Optimizing string matching within lists

tbtt · March 26, 2020, 9:48am

I have another chunk loop I want to improve/replace with something better performing. In this case I have a table with 2 columns, one is a string, the other is a list of strings, I want to use the string matcher to find the closest string in the enum. The same lists can be in multiple rows, thats why I think there is room for optimization.
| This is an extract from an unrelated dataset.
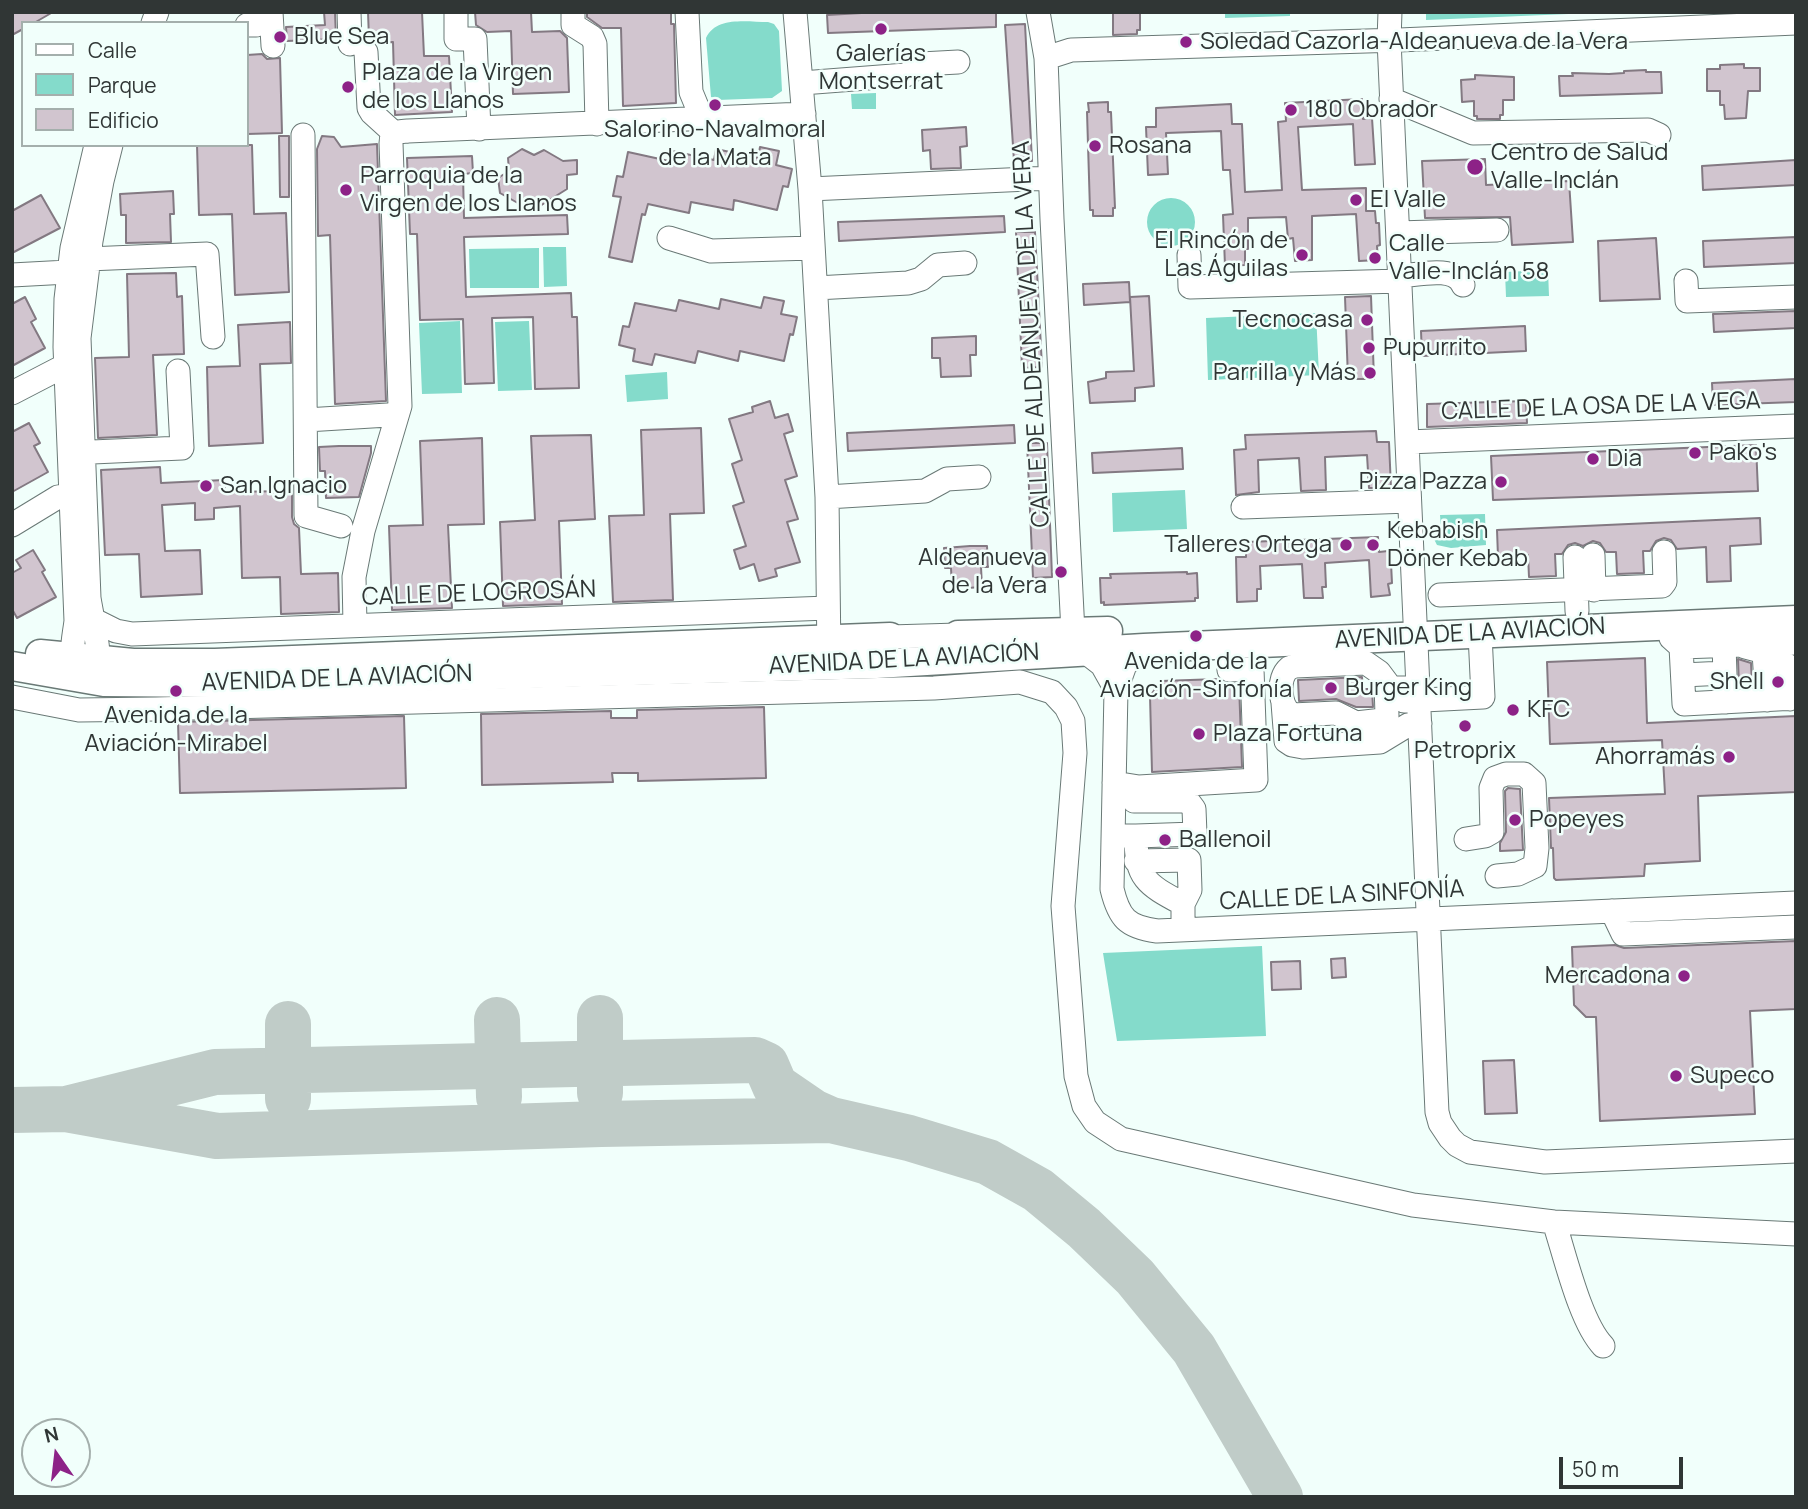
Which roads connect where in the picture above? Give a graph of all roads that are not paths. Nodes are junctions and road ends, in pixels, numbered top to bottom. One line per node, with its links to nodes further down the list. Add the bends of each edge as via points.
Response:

Using a chunk loop is pretty straight forward imo and looks in my example like this:

Example of input data;

string:       lists:
ab            ["abd", "adb", "cde"]
cd            ["abd", "adb", "cde"]
fg            ["xy", "bc", "gdfdcde"]
xd            ["xy", "bc", "gdfdcde"]

I thought about grouping the lists (to only have them once), but how can I then make sure that only the corresponding list gets matched with the string? Can the group loop be used for that? I have no experience with it.

Thanks!

izaychik63 · March 26, 2020, 6:16pm

It looks pretty reasonable. Column filter is not necessary here. To make sure the list field is selected you can choose enforce option in Ungroup node. Also, you can try

with n-gram.
Or you can use just Ungroup and String Similarity without loop plus Group by with Max function.

system · September 25, 2020, 6:16am

This topic was automatically closed 182 days after the last reply. New replies are no longer allowed.